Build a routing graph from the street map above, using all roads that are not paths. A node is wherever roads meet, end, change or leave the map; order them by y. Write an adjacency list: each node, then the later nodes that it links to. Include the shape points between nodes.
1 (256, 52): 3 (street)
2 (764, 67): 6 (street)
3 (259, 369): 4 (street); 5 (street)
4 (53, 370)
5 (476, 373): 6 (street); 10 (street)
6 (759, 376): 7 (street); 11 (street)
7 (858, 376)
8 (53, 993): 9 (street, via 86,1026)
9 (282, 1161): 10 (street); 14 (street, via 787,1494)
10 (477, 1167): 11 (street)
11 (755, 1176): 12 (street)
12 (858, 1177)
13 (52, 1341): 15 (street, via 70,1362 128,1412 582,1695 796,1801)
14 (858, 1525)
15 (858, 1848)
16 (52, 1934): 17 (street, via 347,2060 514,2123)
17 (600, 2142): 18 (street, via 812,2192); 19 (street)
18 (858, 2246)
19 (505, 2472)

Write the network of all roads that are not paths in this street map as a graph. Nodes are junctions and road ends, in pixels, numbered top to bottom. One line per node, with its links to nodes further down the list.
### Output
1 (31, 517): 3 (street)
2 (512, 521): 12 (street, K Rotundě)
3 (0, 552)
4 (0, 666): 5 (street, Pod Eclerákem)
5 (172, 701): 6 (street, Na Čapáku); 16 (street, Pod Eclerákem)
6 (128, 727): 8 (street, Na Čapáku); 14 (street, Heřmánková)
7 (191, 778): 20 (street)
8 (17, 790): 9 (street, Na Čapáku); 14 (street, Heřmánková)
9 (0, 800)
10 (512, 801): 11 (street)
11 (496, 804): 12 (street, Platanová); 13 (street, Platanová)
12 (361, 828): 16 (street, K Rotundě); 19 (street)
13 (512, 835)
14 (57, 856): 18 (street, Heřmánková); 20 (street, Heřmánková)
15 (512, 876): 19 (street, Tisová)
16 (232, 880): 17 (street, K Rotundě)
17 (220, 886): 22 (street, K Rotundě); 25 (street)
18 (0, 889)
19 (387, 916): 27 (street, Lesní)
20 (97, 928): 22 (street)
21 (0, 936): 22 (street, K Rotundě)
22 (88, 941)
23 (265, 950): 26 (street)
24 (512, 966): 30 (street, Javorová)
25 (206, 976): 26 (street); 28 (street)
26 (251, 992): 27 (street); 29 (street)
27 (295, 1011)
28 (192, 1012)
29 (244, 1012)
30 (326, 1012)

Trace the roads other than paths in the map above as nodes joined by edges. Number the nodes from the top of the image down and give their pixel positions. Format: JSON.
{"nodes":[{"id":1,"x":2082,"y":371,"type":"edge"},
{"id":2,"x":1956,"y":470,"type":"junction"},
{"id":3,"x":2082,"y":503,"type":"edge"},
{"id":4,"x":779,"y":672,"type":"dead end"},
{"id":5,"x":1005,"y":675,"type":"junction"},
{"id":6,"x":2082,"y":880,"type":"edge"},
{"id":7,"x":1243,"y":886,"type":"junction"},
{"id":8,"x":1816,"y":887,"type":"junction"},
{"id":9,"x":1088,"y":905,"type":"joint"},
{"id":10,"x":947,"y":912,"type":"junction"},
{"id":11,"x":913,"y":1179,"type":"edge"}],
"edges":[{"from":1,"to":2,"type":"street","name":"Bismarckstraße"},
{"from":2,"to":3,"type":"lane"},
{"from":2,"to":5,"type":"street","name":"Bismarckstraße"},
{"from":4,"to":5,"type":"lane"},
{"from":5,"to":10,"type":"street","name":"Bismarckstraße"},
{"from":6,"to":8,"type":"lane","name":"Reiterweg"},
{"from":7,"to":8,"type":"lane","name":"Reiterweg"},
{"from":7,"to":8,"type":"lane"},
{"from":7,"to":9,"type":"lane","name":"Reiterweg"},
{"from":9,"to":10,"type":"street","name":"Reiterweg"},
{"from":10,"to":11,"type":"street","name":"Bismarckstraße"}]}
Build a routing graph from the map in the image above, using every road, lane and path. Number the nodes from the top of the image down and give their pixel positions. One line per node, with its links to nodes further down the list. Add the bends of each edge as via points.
+---+
What is required:
The required response is a complete, exact copy of the records.

Result of the exercise:
Build a routing graph from the street map above, using all roads that are not paths. A node is wherever roads meet, end, change or leave the map; order them by y. Write an adjacency list: each node, then the later nodes that it links to. Include the shape points between nodes.
1 (256, 52): 3 (street)
2 (764, 67): 6 (street)
3 (259, 369): 4 (street); 5 (street)
4 (53, 370)
5 (476, 373): 6 (street); 10 (street)
6 (759, 376): 7 (street); 11 (street)
7 (858, 376)
8 (53, 993): 9 (street, via 86,1026)
9 (282, 1161): 10 (street); 14 (street, via 787,1494)
10 (477, 1167): 11 (street)
11 (755, 1176): 12 (street)
12 (858, 1177)
13 (52, 1341): 15 (street, via 70,1362 128,1412 582,1695 796,1801)
14 (858, 1525)
15 (858, 1848)
16 (52, 1934): 17 (street, via 347,2060 514,2123)
17 (600, 2142): 18 (street, via 812,2192); 19 (street)
18 (858, 2246)
19 (505, 2472)

Write the network of all roads that are not paths in this street map as a graph. Nodes are junctions and road ends, in pixels, numbered top to bottom. One line per node, with its links to nodes further down the list.
### Output
1 (31, 517): 3 (street)
2 (512, 521): 12 (street, K Rotundě)
3 (0, 552)
4 (0, 666): 5 (street, Pod Eclerákem)
5 (172, 701): 6 (street, Na Čapáku); 16 (street, Pod Eclerákem)
6 (128, 727): 8 (street, Na Čapáku); 14 (street, Heřmánková)
7 (191, 778): 20 (street)
8 (17, 790): 9 (street, Na Čapáku); 14 (street, Heřmánková)
9 (0, 800)
10 (512, 801): 11 (street)
11 (496, 804): 12 (street, Platanová); 13 (street, Platanová)
12 (361, 828): 16 (street, K Rotundě); 19 (street)
13 (512, 835)
14 (57, 856): 18 (street, Heřmánková); 20 (street, Heřmánková)
15 (512, 876): 19 (street, Tisová)
16 (232, 880): 17 (street, K Rotundě)
17 (220, 886): 22 (street, K Rotundě); 25 (street)
18 (0, 889)
19 (387, 916): 27 (street, Lesní)
20 (97, 928): 22 (street)
21 (0, 936): 22 (street, K Rotundě)
22 (88, 941)
23 (265, 950): 26 (street)
24 (512, 966): 30 (street, Javorová)
25 (206, 976): 26 (street); 28 (street)
26 (251, 992): 27 (street); 29 (street)
27 (295, 1011)
28 (192, 1012)
29 (244, 1012)
30 (326, 1012)

Trace the roads other than paths in the map above as nodes joined by edges. Number the nodes from the top of the image down and give their pixel positions. Format: JSON.
{"nodes":[{"id":1,"x":2082,"y":371,"type":"edge"},
{"id":2,"x":1956,"y":470,"type":"junction"},
{"id":3,"x":2082,"y":503,"type":"edge"},
{"id":4,"x":779,"y":672,"type":"dead end"},
{"id":5,"x":1005,"y":675,"type":"junction"},
{"id":6,"x":2082,"y":880,"type":"edge"},
{"id":7,"x":1243,"y":886,"type":"junction"},
{"id":8,"x":1816,"y":887,"type":"junction"},
{"id":9,"x":1088,"y":905,"type":"joint"},
{"id":10,"x":947,"y":912,"type":"junction"},
{"id":11,"x":913,"y":1179,"type":"edge"}],
"edges":[{"from":1,"to":2,"type":"street","name":"Bismarckstraße"},
{"from":2,"to":3,"type":"lane"},
{"from":2,"to":5,"type":"street","name":"Bismarckstraße"},
{"from":4,"to":5,"type":"lane"},
{"from":5,"to":10,"type":"street","name":"Bismarckstraße"},
{"from":6,"to":8,"type":"lane","name":"Reiterweg"},
{"from":7,"to":8,"type":"lane","name":"Reiterweg"},
{"from":7,"to":8,"type":"lane"},
{"from":7,"to":9,"type":"lane","name":"Reiterweg"},
{"from":9,"to":10,"type":"street","name":"Reiterweg"},
{"from":10,"to":11,"type":"street","name":"Bismarckstraße"}]}
Build a routing graph from the map in the image above, using every road, lane and path. Number the nodes from the top of the image down and give their pixel positions. One line per node, with its links to nodes further down the list. Add the bends of each edge as via points.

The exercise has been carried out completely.